A while ago in my history class, someone asked, “Why is cultural appropriation such a big deal?”, and no one in our class could come up with a compelling answer. It was confusing because people accused of cultural appropriation rarely seem like they are trying to be offensive. They do not seem insensitive either, and for whatever reason, they are automatically labelled as “racist” by a lot of people. “Racist” is when someone knowingly holds prejudices against another race and acts based on those prejudices, and I do not think white people with their hair in dreadlocks, for example, are being racist. That led me to an important realization about cultural appropriation: people are not usually trying to be racist when they are accused of cultural appropriation, and until we stop accusing them of that, we will never have comfortable conversations about race.

So you are probably still wondering, “Well, what is so wrong with cultural appropriation?” I spent a really long time trying to find an answer to that question on the internet, and I could not find anything that was useful. Most of the answers I found were along the lines of “it’s wrong because it’s stealing from a minority culture,” which did not help me because I did not understand why it was “stealing.” I eventually tried thinking from the perspective of someone offended by cultural appropriation and have come to a better understanding of the problem.

In this country, it requires a tremendous amount of strength for a lot of minorities to continue their cultural practices rather than assimilating into the dominating white culture. When my mom was 18, she arrived in America wearing traditional Indian clothing. As time passed, she began to wear the more “normal” clothing that most Americans wear because of the amount of pressure she felt to fit in with those around her. If my mom saw a white person wearing the same clothes that she had been pressured to abandon in this country, I know exactly why she would feel offended. It just would not be fair if a white person, most likely unaware of the cultural significance of that clothing, could wear it as fashion, when America would not accept my mom for wearing the exact same outfit as part of her culture. 

And it is not just my mom who would feel this way. Let’s go back to the example I mentioned before about white people with dreadlocks. In the past few years, incidents where African American students have been forced to cut their dreadlocks or face suspension have made national news. When white people have dreadlocks, it reflects their privilege to be able to stray from white cultural practices, which people of color cannot do because of the pressure to conform. It seems unconscionable for a white person to be wearing dreadlocks when some African Americans are not even allowed to wear that hairstyle, which belongs to their own culture. 
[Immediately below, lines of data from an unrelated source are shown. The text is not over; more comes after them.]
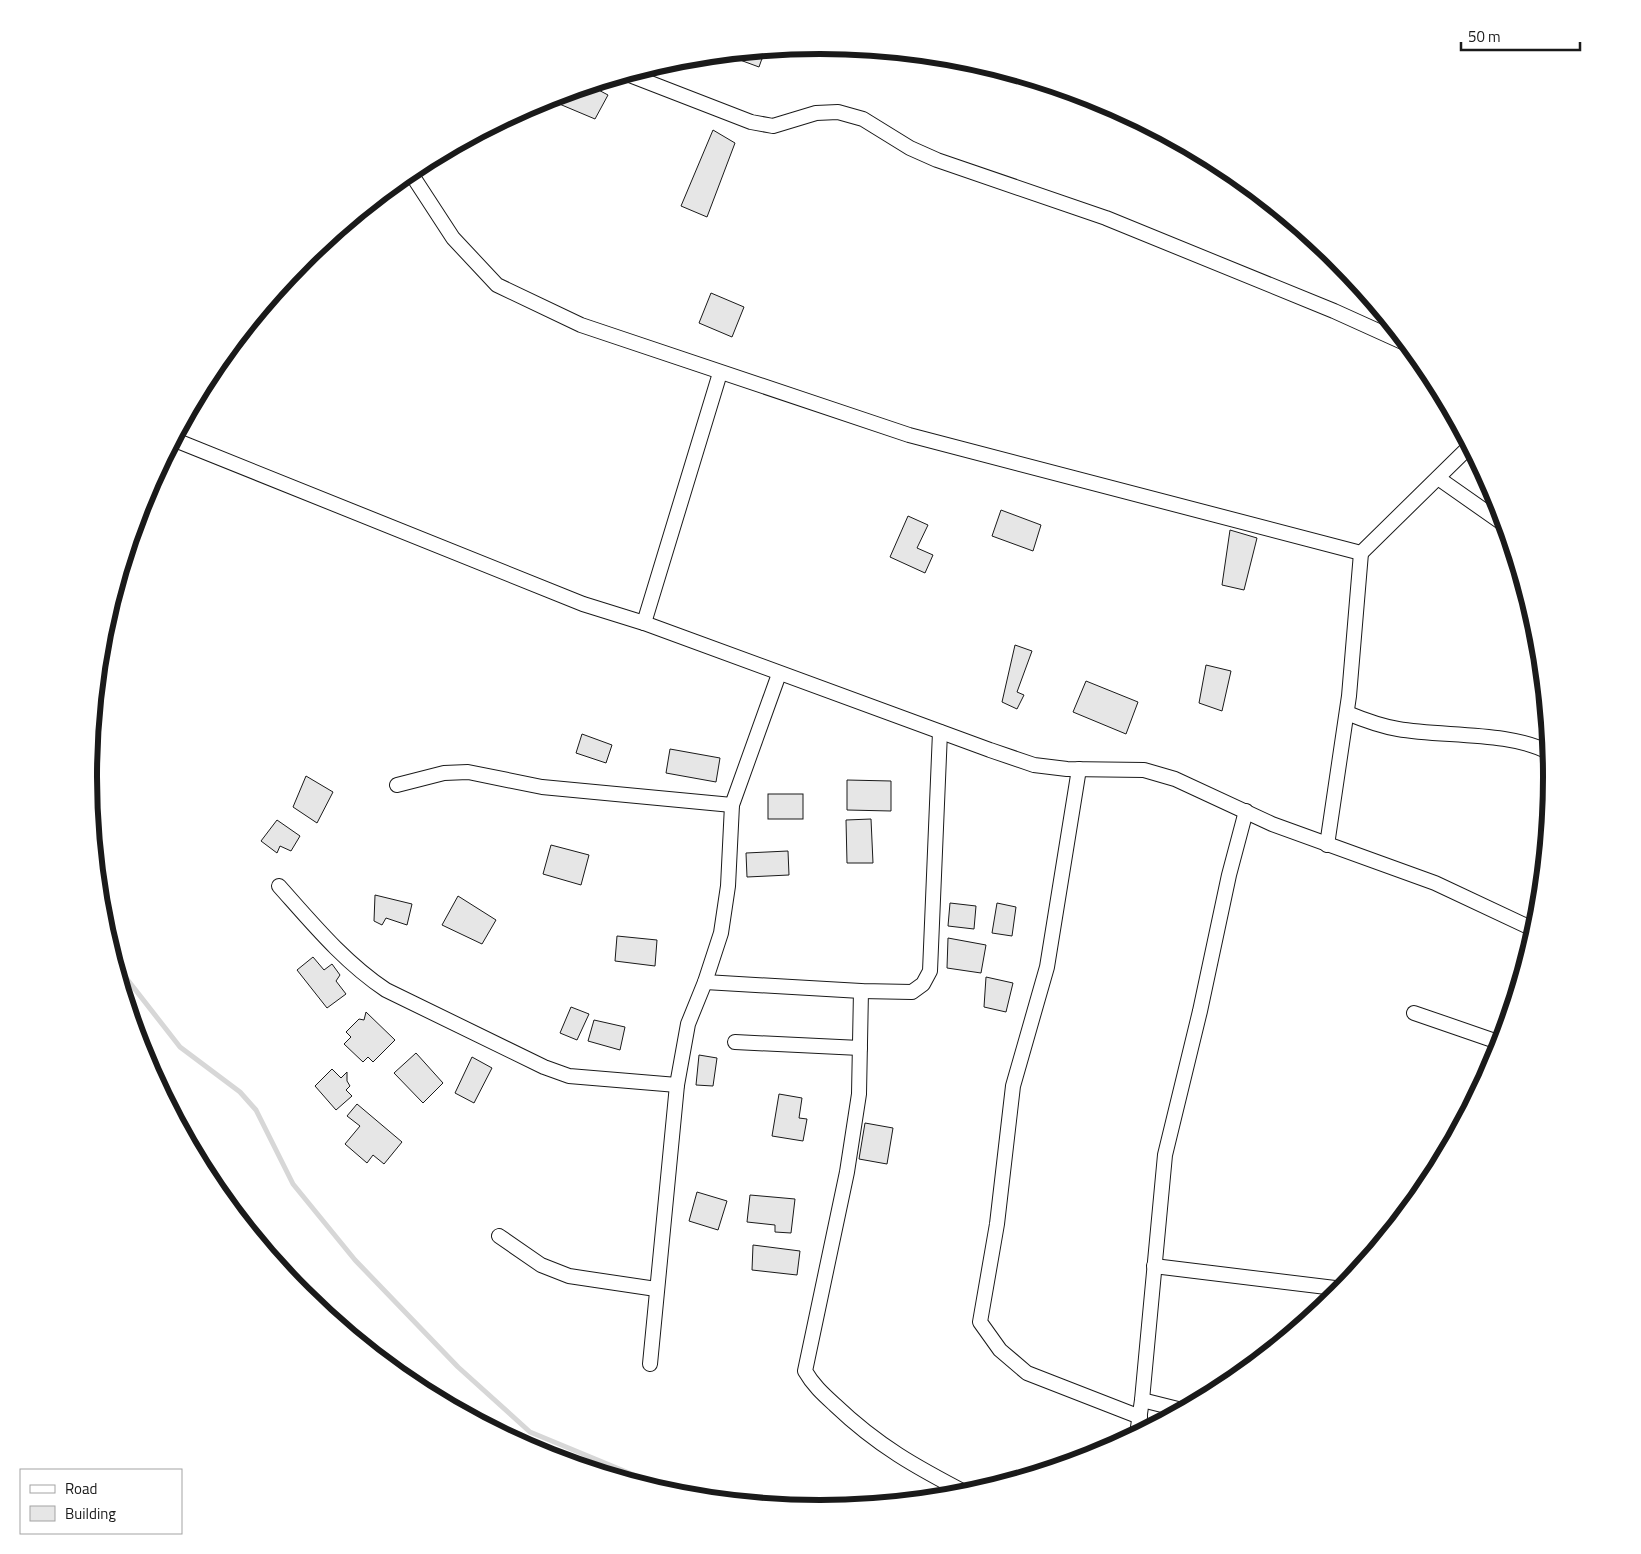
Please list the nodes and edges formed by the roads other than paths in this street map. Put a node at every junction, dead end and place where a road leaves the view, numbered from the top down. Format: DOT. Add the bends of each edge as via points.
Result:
graph roads {
  1 [pos="636,77"];
  2 [pos="415,179"];
  3 [pos="1395,338"];
  4 [pos="720,373"];
  5 [pos="180,442"];
  6 [pos="1466,450"];
  7 [pos="1438,478"];
  8 [pos="1496,518"];
  9 [pos="1361,552"];
  10 [pos="644,623"];
  11 [pos="779,674"];
  12 [pos="1347,713"];
  13 [pos="940,732"];
  14 [pos="1543,750"];
  15 [pos="1079,769"];
  16 [pos="398,785"];
  17 [pos="732,805"];
  18 [pos="1246,812"];
  19 [pos="1327,845"];
  20 [pos="278,886"];
  21 [pos="1528,926"];
  22 [pos="706,982"];
  23 [pos="861,991"];
  24 [pos="1414,1013"];
  25 [pos="1494,1041"];
  26 [pos="735,1042"];
  27 [pos="860,1048"];
  28 [pos="677,1085"];
  29 [pos="499,1236"];
  30 [pos="1154,1266"];
  31 [pos="1332,1288"];
  32 [pos="656,1290"];
  33 [pos="650,1364"];
  34 [pos="1142,1400"];
  35 [pos="1173,1408"];
  36 [pos="1140,1417"];
  37 [pos="1138,1427"];
  38 [pos="955,1487"];
  1 -- 3 [label="street" via="751,122 773,126 816,113 838,112 863,119 910,148 937,160 1106,218"];
  2 -- 4 [label="street" via="453,238 497,285 581,325"];
  4 -- 9 [label="street" via="909,435"];
  4 -- 10 [label="street"];
  5 -- 10 [label="street" via="583,604"];
  6 -- 7 [label="street"];
  7 -- 8 [label="street"];
  7 -- 9 [label="street"];
  9 -- 12 [label="street"];
  10 -- 11 [label="street"];
  11 -- 13 [label="street"];
  11 -- 17 [label="street"];
  12 -- 14 [label="street" via="1399,730 1518,741"];
  12 -- 19 [label="street"];
  13 -- 15 [label="street" via="1034,765"];
  13 -- 23 [label="street" via="930,971 923,984 912,992"];
  15 -- 18 [label="street" via="1144,770 1175,779"];
  15 -- 36 [label="street" via="1047,967 1013,1086 997,1224 980,1322 1000,1350 1027,1373"];
  16 -- 17 [label="street" via="444,773 468,772 542,787"];
  17 -- 22 [label="street" via="724,914"];
  18 -- 19 [label="street"];
  18 -- 30 [label="street" via="1228,875 1200,1011 1165,1155"];
  19 -- 21 [label="street" via="1435,883"];
  20 -- 28 [label="street" via="336,950 386,990 569,1076"];
  22 -- 23 [label="street"];
  22 -- 28 [label="street" via="688,1024"];
  23 -- 27 [label="street"];
  24 -- 25 [label="street"];
  26 -- 27 [label="street"];
  27 -- 38 [label="street" via="858,1094 847,1172 805,1371 811,1383 863,1432 918,1468"];
  28 -- 32 [label="street"];
  29 -- 32 [label="street" via="541,1265 570,1276"];
  30 -- 31 [label="street"];
  30 -- 34 [label="street"];
  32 -- 33 [label="street"];
  34 -- 35 [label="street"];
  34 -- 36 [label="street"];
  36 -- 37 [label="street"];
}
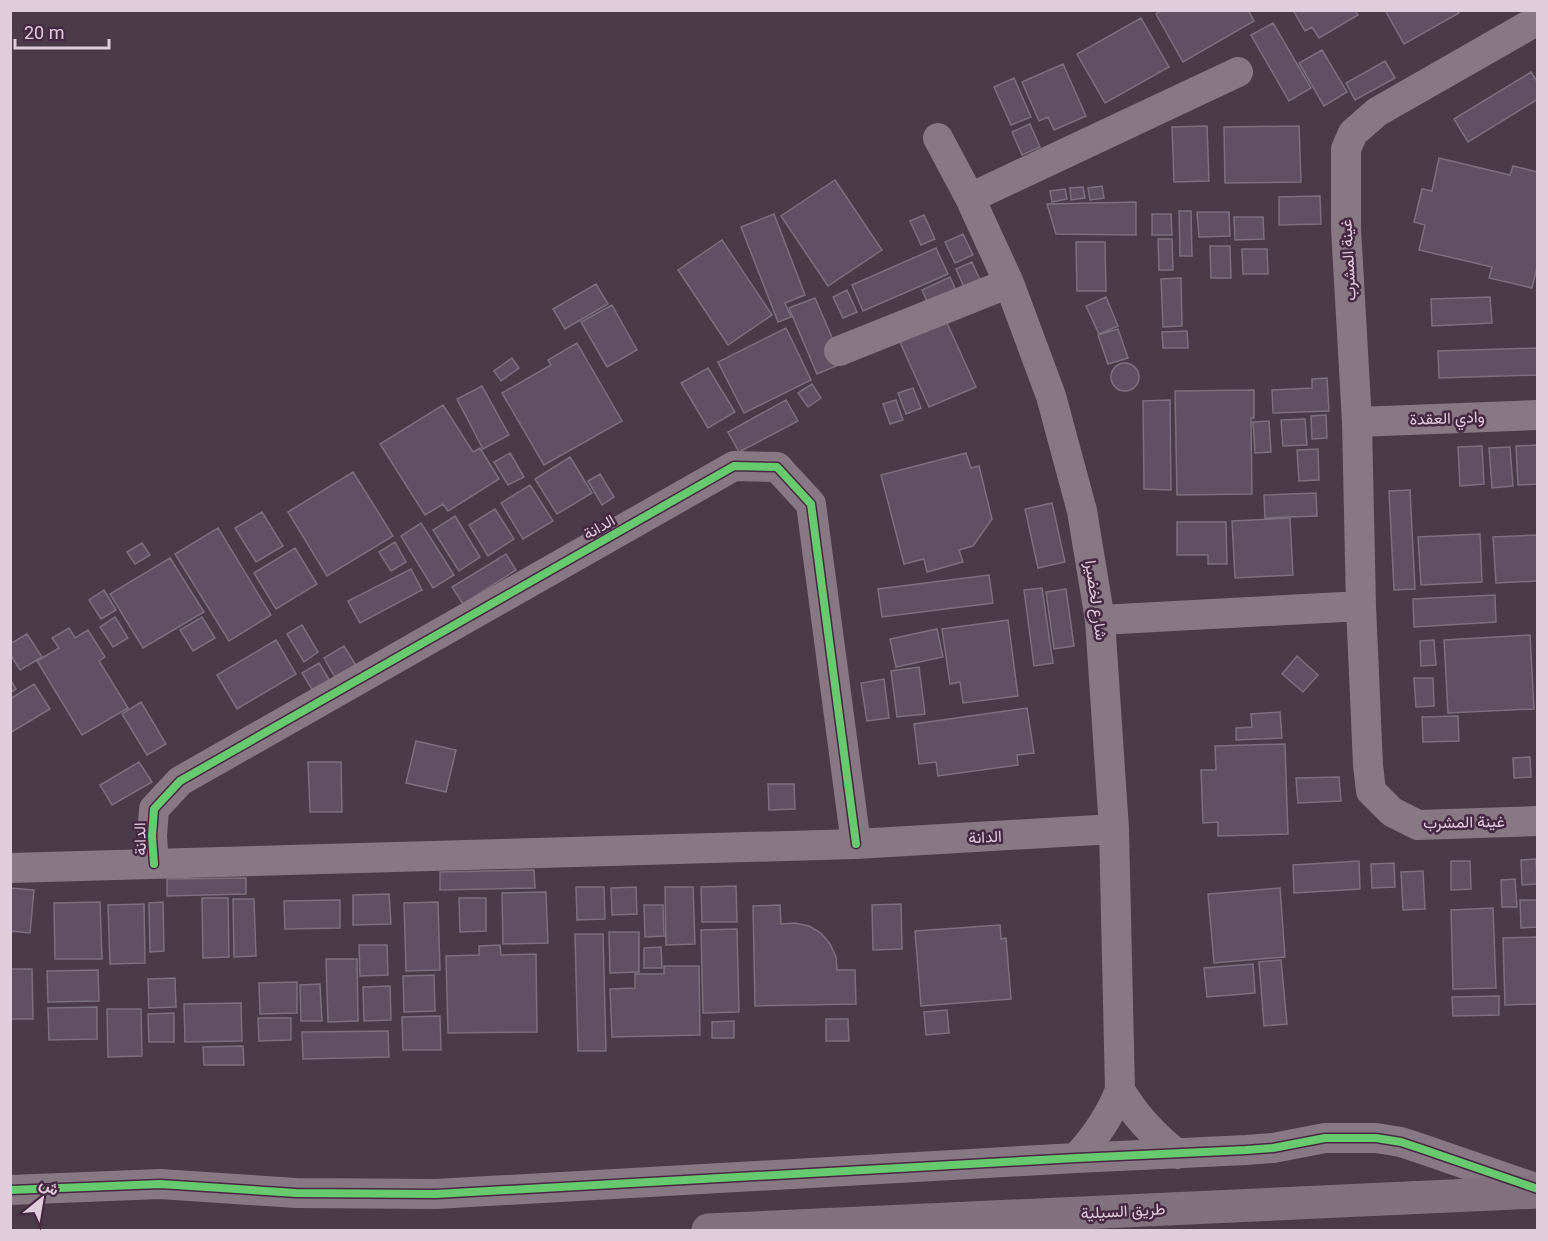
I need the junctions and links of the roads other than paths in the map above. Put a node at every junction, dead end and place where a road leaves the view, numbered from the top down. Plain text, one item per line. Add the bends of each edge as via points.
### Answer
1 (1538, 20) edge
2 (1238, 72) dead end
3 (938, 138) dead end
4 (970, 198) junction
5 (1009, 283) junction
6 (839, 351) dead end
7 (1538, 415) edge
8 (1358, 422) junction
9 (1361, 606) junction
10 (1100, 620) junction
11 (1538, 820) edge
12 (1114, 829) junction
13 (856, 844) junction
14 (154, 864) junction
15 (10, 868) edge
16 (1120, 1090) junction
17 (1177, 1154) junction
18 (1076, 1158) junction
19 (10, 1190) edge
20 (1538, 1191) edge
21 (708, 1230) edge

1 - 8 street, غينة المشرب via 1377,112 1353,133 1346,149 1346,228
2 - 4 street
3 - 4 street, شارع لخضيرا
4 - 5 street, شارع لخضيرا
5 - 6 street
5 - 10 street, شارع لخضيرا via 1051,396 1082,511
7 - 8 street, وادي العقدة
8 - 9 street, غينة المشرب
9 - 10 street
9 - 11 street, غينة المشرب via 1371,791 1392,812 1418,825
10 - 12 street, شارع لخضيرا
12 - 13 street, الدانة
12 - 16 street, شارع لخضيرا
13 - 14 street, الدانة
13 - 14 street, الدانة via 811,504 777,467 734,466 180,780 154,809
14 - 15 street, الدانة
16 - 17 street via 1144,1126
16 - 18 street, شارع لخضيرا via 1102,1127
17 - 18 street
17 - 20 street via 1273,1148 1324,1138 1376,1138 1401,1142
18 - 19 street via 436,1194 307,1193 160,1184
20 - 21 main road, طريق السيلية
I do not think that cultural appropriation is about “stealing from a minority culture” so much as it is about unknowingly borrowing something culturally significant from people who are often expected to conform to white culture, and therefore, give up a part of their larger cultural identity. There is a metaphor for America as a melting pot related to cultural appropriation. A lot of non-white Americans’ identities are almost “melted away” when they cannot preserve parts of their culture, and so it is really hard to avoid assimilating into white culture. That is why it is wrong when white people, who have never had their identity “melted away” in this country, adopt practices from a completely different culture.

That said, I still do not think that white people with dreadlocks are racist (unless, of course, they are intentionally trying to offend other people), and so they do not deserve to be treated as though they were intentionally racist. Rather, they are usually just unaware of the significance that hairstyle holds for a lot of African Americans. It is extremely important to understand that for the most part, cultural appropriation is rooted in the inability of white people to recognize the cultural significance of certain practices. For that reason, we should not accuse anyone of being intentionally racist because it is likely false. 

I also think that schools should be less harsh on students when it comes to cultural appropriation. It would not be fair to suspend or expel students for participating in cultural appropriation because it is not something taught in school, and it certainly is not something intuitive or easy to figure out. I know that this has not happened at SHP this year, but it is important to mention because it has happened at nearby schools. When cultural appropriation is not clearly defined in the first place, it does not make sense to have such harsh policies in place to address it. The best solution to overcoming the confusion surrounding cultural appropriation is by having conversations about why those practices carry significance for certain cultures, and the first place where we should have those conversations is right here, at SHP. After all, we come to school (virtually or in-person) to learn, and I think we can all agree that this is something we still need to learn about.